» WHAT YOU HAVE TO DO:
The entries follow. Copy every line in which "them" appears.

» TASK INPUT:
————
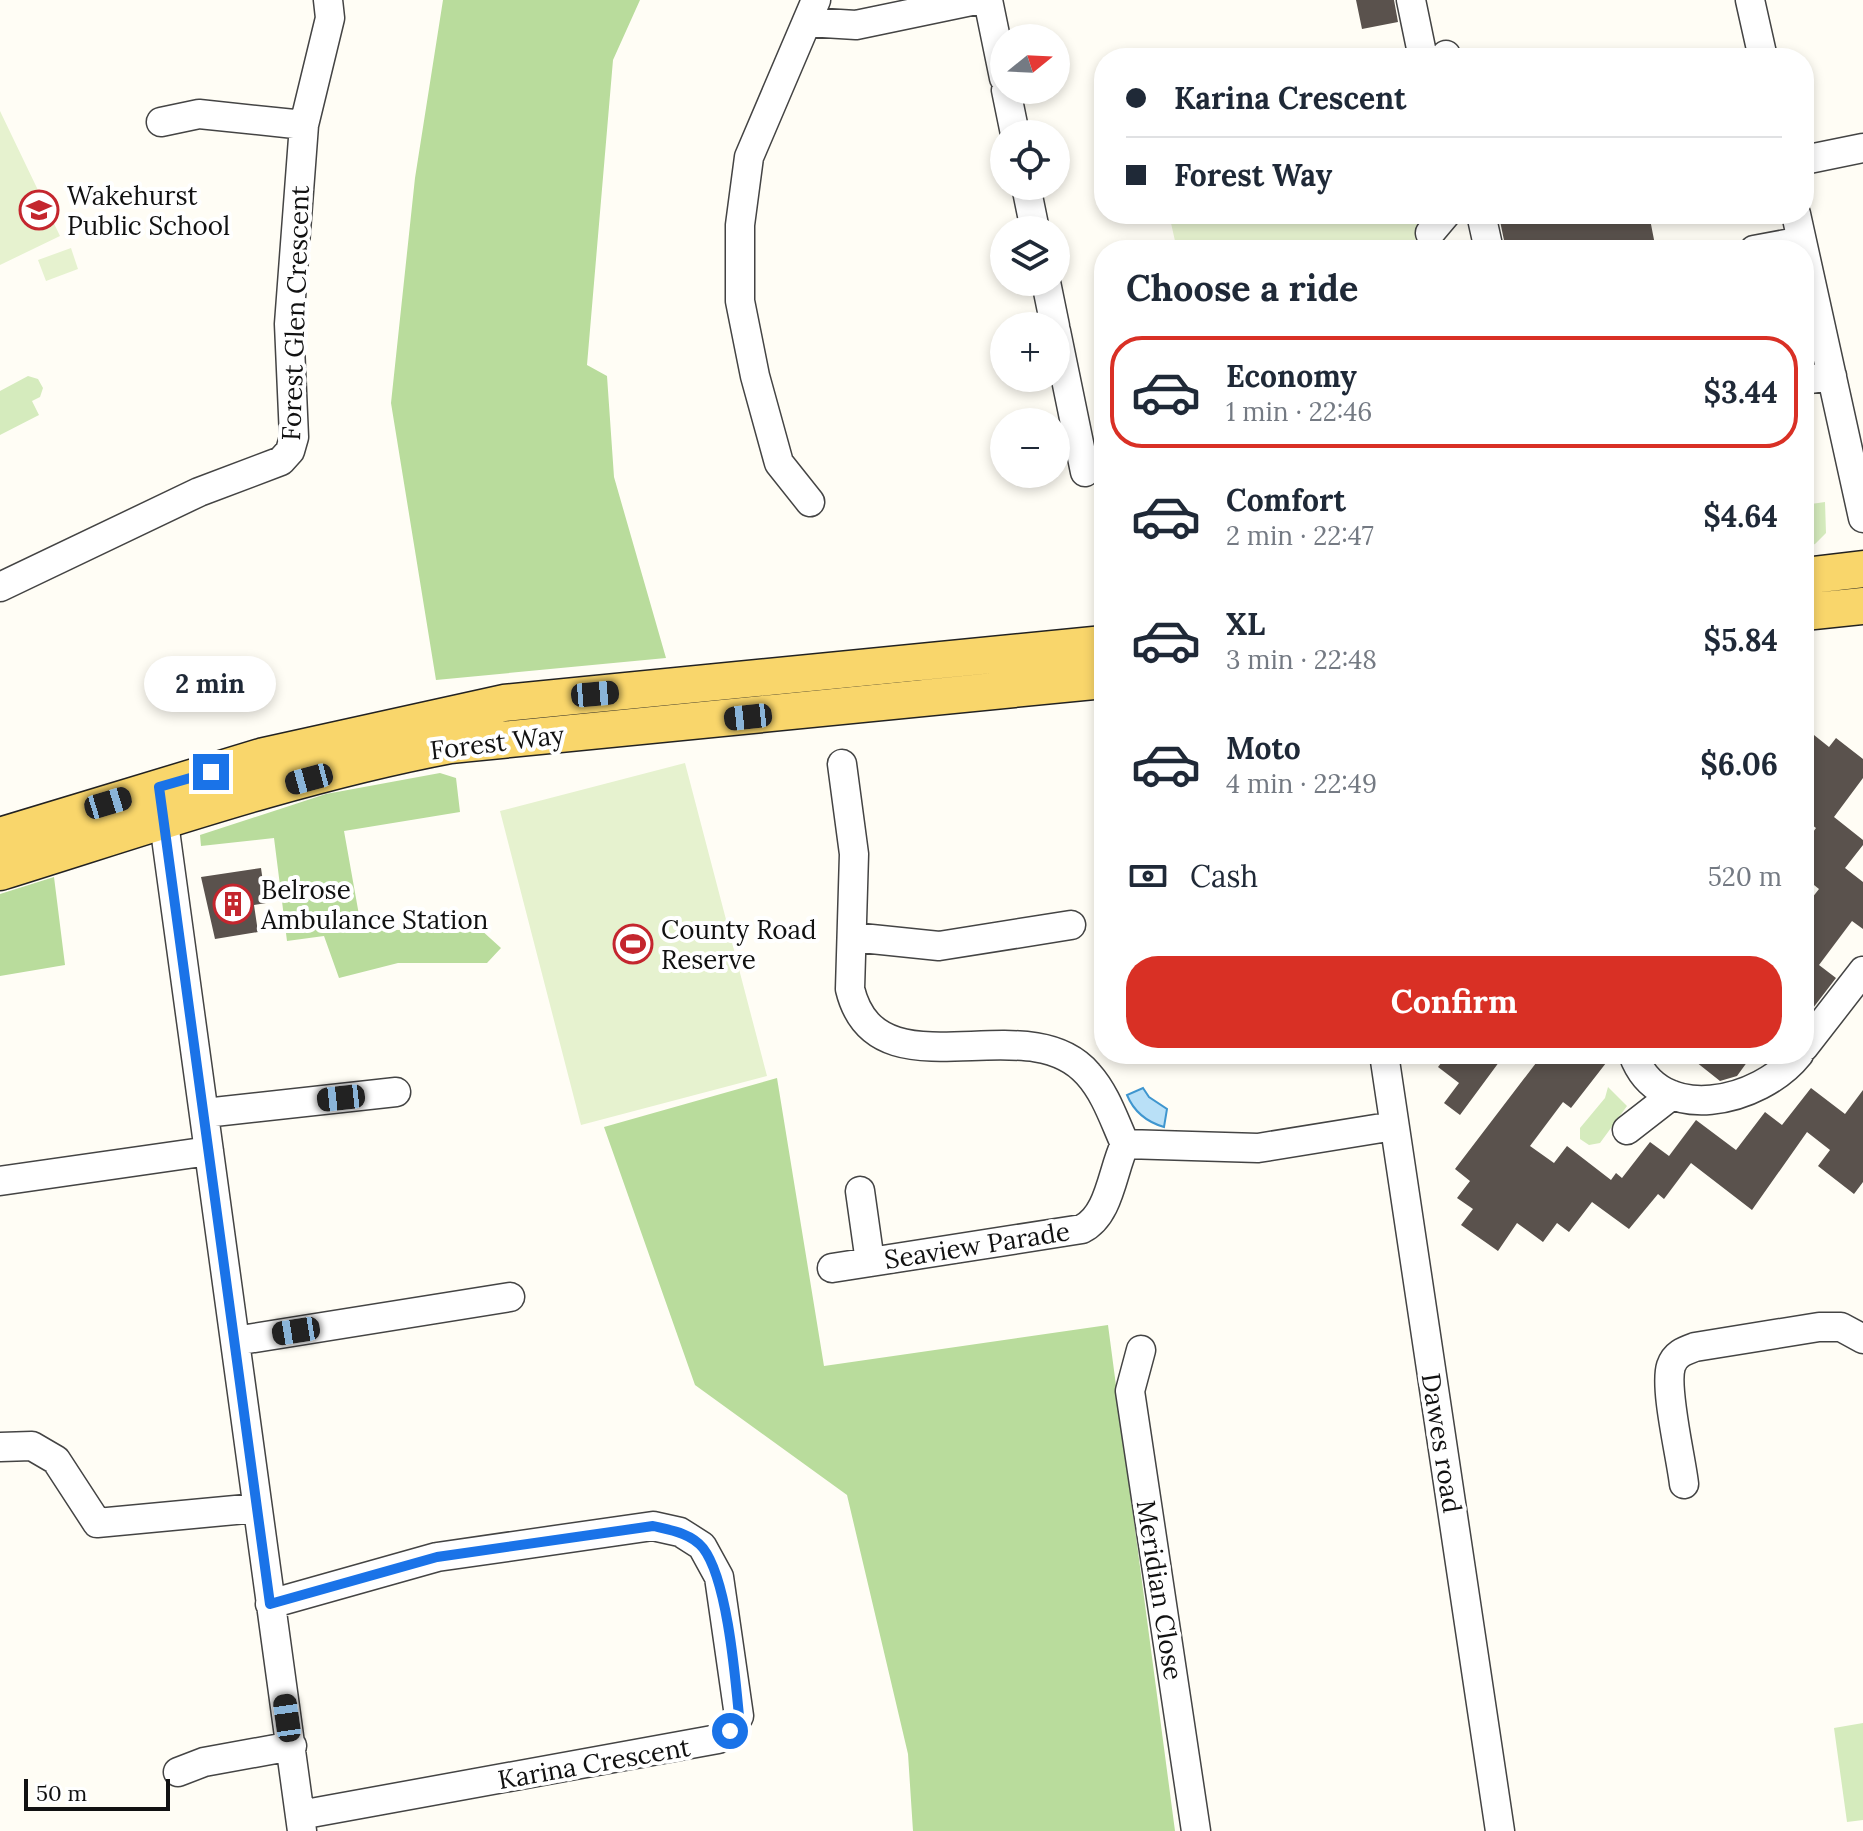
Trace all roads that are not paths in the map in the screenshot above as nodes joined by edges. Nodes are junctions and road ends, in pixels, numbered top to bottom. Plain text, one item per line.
————
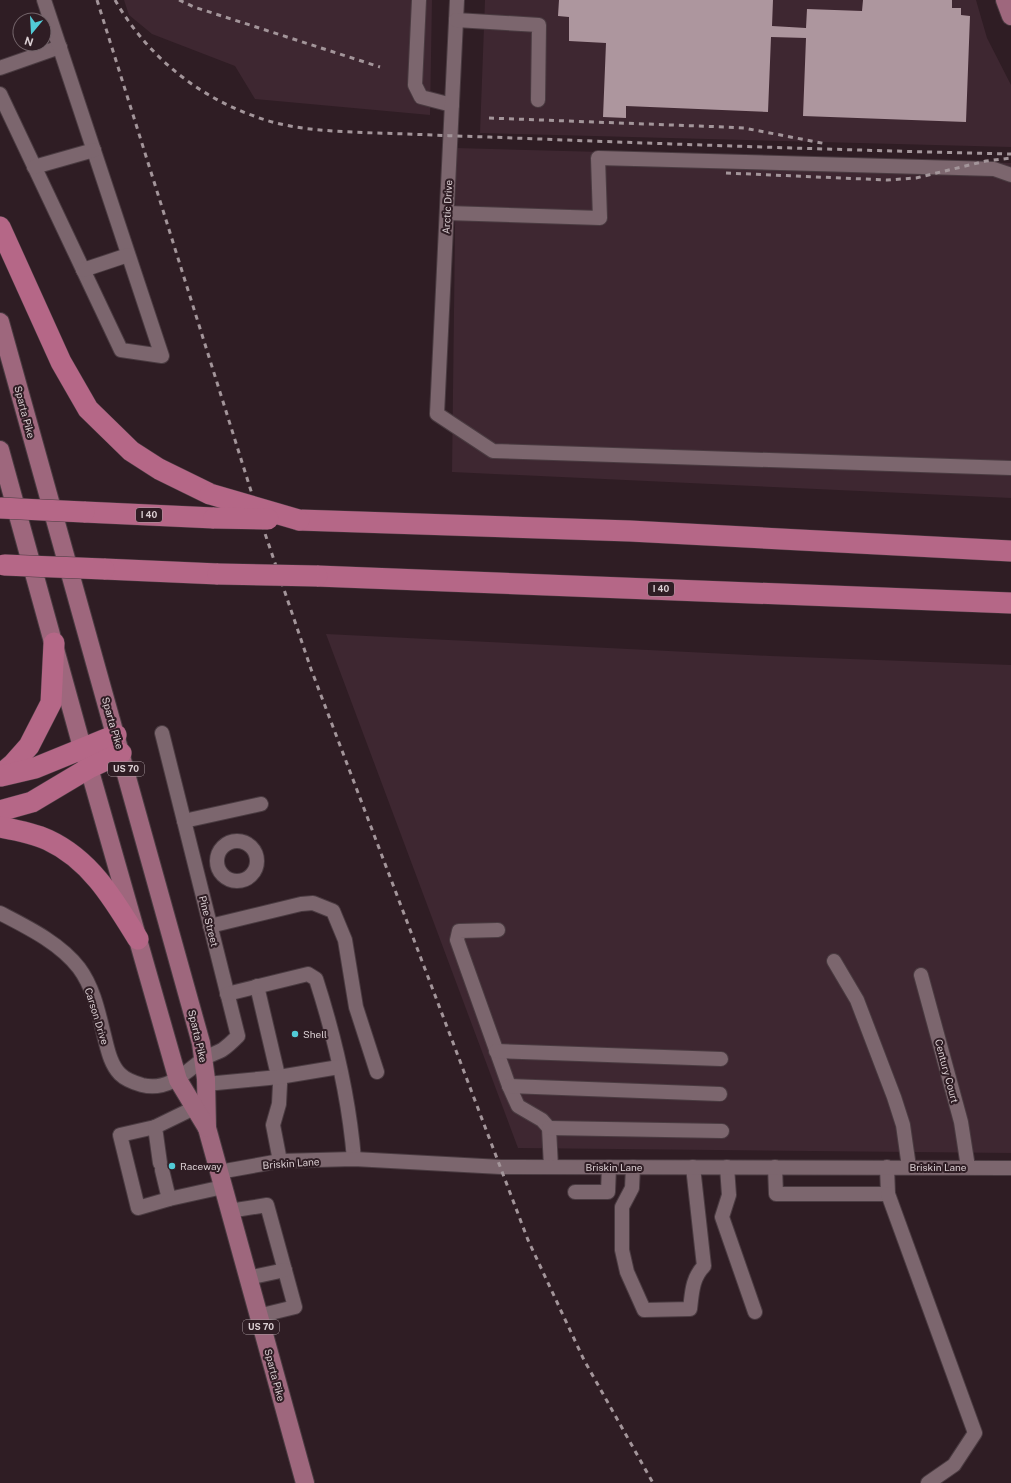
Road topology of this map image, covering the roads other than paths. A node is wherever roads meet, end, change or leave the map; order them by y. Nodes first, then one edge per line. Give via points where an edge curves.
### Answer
————
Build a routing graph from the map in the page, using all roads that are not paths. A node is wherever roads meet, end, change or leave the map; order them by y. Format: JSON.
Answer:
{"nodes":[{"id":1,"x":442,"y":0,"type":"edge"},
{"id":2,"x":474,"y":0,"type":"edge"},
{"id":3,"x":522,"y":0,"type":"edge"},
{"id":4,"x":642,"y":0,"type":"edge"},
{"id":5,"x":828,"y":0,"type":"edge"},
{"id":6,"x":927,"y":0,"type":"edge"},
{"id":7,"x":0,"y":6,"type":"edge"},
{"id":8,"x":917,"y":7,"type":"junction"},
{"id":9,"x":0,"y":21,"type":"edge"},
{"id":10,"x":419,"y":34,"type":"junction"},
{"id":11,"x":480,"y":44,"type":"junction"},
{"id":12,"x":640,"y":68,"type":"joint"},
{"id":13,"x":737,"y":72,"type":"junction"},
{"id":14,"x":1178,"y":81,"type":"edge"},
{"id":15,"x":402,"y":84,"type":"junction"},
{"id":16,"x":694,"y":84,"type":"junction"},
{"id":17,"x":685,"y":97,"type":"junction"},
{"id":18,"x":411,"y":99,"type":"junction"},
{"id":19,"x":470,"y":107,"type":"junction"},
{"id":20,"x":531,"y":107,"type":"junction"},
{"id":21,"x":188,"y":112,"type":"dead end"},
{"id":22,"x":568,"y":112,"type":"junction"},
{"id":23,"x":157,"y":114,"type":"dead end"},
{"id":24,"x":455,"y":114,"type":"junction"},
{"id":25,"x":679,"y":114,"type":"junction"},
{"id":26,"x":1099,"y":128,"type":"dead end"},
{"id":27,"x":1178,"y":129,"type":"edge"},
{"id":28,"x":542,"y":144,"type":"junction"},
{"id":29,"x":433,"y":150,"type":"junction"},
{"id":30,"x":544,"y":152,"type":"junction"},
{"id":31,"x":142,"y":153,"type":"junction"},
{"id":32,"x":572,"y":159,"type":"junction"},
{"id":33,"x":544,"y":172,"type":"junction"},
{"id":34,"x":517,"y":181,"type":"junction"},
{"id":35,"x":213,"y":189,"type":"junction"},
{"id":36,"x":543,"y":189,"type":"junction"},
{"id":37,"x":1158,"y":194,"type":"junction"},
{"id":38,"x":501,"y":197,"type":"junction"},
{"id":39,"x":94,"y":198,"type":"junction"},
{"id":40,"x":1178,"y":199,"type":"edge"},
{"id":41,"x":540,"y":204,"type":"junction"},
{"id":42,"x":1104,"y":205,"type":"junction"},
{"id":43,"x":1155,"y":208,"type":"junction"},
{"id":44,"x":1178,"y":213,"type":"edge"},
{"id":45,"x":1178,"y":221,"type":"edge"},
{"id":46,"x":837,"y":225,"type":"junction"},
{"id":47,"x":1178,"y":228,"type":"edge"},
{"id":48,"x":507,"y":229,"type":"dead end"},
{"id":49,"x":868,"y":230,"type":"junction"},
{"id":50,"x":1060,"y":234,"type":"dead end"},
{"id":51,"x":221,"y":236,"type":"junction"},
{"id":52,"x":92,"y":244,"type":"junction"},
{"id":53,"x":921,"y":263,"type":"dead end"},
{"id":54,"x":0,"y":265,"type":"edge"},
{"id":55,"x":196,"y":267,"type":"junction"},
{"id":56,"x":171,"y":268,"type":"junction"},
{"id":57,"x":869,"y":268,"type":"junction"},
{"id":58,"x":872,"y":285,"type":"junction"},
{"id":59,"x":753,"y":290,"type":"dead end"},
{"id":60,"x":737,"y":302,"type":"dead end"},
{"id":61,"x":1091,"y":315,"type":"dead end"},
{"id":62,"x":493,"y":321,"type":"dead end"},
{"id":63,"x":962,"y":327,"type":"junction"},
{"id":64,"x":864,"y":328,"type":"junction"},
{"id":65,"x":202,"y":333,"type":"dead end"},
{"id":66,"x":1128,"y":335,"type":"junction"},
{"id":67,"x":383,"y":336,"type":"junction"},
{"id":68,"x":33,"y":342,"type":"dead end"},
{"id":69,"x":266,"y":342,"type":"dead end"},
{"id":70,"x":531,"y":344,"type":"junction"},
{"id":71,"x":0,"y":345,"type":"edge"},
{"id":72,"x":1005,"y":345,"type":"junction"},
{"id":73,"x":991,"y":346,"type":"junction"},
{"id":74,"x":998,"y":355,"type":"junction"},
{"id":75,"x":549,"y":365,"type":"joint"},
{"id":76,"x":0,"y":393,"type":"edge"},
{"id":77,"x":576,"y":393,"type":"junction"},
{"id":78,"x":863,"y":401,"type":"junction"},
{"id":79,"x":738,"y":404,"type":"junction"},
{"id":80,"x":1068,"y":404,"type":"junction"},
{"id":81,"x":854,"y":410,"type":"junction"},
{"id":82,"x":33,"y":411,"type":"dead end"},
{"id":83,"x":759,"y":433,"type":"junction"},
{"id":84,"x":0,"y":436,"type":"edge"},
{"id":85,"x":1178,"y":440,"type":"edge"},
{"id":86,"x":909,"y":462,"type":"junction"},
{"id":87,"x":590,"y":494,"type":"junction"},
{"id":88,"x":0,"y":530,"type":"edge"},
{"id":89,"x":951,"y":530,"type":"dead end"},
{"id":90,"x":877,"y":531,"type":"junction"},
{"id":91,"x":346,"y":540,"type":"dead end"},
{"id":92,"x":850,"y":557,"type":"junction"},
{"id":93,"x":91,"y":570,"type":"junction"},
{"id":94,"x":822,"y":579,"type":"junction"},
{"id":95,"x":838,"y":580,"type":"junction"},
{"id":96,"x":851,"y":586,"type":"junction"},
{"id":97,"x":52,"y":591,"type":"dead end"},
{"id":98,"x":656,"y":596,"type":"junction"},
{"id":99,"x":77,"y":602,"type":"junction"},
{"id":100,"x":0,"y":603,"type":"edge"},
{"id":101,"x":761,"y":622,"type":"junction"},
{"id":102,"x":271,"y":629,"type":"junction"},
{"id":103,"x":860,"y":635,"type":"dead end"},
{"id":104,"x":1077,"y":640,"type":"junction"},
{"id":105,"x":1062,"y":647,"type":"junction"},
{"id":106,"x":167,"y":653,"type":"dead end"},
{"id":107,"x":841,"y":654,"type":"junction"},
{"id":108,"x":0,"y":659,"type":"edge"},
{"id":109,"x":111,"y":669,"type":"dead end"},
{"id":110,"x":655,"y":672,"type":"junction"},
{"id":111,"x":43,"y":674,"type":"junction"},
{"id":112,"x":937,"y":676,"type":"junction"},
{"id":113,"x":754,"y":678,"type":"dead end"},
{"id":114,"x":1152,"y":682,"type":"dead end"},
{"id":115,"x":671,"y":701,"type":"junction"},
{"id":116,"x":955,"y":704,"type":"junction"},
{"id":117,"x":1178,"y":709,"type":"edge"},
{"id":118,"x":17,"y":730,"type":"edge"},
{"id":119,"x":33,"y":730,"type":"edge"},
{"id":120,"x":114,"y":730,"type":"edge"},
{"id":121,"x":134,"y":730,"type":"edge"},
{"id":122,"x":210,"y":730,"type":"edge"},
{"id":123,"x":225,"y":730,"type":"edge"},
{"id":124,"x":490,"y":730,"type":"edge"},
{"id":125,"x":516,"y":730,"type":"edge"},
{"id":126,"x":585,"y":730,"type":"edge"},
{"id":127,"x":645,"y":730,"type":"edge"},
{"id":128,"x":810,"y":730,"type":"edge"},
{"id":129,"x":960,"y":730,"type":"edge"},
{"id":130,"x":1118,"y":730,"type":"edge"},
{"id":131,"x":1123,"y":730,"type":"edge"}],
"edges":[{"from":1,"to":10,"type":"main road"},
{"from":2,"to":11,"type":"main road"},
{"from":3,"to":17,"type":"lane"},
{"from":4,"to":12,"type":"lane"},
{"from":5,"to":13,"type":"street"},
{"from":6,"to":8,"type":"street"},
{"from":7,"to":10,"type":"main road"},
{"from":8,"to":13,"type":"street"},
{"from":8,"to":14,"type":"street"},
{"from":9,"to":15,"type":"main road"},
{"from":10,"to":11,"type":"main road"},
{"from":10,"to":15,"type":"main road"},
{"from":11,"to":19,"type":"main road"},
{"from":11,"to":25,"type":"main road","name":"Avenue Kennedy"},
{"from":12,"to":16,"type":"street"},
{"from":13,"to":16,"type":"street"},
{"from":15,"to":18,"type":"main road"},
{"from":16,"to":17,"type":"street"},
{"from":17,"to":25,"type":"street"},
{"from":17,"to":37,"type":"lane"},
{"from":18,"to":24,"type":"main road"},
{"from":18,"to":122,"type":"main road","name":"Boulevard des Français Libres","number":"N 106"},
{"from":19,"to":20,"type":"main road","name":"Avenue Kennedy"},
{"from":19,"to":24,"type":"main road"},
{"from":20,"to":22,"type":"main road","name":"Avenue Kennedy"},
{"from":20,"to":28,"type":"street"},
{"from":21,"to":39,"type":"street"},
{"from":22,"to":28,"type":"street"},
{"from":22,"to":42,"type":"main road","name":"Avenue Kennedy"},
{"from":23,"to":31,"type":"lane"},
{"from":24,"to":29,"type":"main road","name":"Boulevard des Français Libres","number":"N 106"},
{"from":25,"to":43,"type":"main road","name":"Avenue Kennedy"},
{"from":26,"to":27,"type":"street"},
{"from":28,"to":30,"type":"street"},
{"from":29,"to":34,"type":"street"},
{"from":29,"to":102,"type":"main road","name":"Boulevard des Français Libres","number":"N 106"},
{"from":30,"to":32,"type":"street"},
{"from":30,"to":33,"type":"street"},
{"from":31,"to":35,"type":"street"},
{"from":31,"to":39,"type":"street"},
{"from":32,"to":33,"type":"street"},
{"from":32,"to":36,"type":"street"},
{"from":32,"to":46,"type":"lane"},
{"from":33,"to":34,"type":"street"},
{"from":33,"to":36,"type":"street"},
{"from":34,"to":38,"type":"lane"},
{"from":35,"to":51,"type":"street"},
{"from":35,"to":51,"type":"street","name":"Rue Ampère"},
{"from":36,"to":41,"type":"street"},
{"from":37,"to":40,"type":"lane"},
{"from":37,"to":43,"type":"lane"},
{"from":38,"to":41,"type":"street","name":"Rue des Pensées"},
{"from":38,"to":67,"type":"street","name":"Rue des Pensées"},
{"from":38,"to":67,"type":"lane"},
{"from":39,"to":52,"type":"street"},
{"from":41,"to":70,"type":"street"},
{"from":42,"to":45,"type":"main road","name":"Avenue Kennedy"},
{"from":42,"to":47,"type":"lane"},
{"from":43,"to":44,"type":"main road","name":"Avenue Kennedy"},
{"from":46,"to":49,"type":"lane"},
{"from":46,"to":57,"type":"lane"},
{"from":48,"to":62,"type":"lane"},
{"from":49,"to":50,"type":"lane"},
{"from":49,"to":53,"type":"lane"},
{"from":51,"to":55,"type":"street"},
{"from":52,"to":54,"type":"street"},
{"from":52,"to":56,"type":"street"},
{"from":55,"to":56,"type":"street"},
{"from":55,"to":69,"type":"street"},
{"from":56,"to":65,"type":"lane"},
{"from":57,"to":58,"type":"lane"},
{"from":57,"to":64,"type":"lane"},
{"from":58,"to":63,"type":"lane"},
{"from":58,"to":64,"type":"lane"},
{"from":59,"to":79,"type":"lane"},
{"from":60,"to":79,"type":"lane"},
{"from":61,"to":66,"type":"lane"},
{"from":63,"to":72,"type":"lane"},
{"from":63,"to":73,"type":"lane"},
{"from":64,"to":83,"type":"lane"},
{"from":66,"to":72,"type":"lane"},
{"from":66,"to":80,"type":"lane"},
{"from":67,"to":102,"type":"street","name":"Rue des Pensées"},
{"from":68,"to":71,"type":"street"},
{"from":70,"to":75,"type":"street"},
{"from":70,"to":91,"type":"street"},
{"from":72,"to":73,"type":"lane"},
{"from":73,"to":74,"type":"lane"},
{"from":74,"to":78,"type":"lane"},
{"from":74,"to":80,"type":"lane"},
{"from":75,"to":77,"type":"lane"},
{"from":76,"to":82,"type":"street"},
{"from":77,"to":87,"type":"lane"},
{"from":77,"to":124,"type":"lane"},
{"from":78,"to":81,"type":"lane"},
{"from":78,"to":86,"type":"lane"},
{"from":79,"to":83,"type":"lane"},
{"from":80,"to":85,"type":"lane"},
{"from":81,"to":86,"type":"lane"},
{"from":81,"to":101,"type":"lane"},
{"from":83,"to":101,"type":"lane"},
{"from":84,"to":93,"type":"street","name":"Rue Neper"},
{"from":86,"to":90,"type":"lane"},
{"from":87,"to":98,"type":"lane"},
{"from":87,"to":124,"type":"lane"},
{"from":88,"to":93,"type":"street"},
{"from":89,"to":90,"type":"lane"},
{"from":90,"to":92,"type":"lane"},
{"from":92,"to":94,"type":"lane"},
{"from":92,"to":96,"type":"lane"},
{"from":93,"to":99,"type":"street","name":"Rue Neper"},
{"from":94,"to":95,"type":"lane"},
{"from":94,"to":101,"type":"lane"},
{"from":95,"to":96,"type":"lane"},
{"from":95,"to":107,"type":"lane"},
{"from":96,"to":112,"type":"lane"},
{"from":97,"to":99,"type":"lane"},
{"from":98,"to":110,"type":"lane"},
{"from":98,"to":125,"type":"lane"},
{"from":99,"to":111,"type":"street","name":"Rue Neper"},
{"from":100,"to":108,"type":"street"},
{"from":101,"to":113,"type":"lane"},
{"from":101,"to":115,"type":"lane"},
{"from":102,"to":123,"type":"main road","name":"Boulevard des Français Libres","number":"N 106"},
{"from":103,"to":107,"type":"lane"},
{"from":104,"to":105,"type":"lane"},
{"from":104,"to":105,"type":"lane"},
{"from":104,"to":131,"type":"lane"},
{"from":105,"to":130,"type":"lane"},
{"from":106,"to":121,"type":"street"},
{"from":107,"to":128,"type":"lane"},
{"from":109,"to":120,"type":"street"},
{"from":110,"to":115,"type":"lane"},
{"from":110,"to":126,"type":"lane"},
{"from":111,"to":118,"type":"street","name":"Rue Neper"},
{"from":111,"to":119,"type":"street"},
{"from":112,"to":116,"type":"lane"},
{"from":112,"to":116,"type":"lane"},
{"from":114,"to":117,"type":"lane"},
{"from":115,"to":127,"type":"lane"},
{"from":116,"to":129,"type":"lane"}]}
————
» ANSWER TO THIS EXERCISE:
Road topology of this map image, covering the roads other than paths. A node is wherever roads meet, end, change or leave the map; order them by y. Nodes first, then one edge per line. Give via points where an edge curves.
Build a routing graph from the map in the page, using all roads that are not paths. A node is wherever roads meet, end, change or leave the map; order them by y. Format: JSON.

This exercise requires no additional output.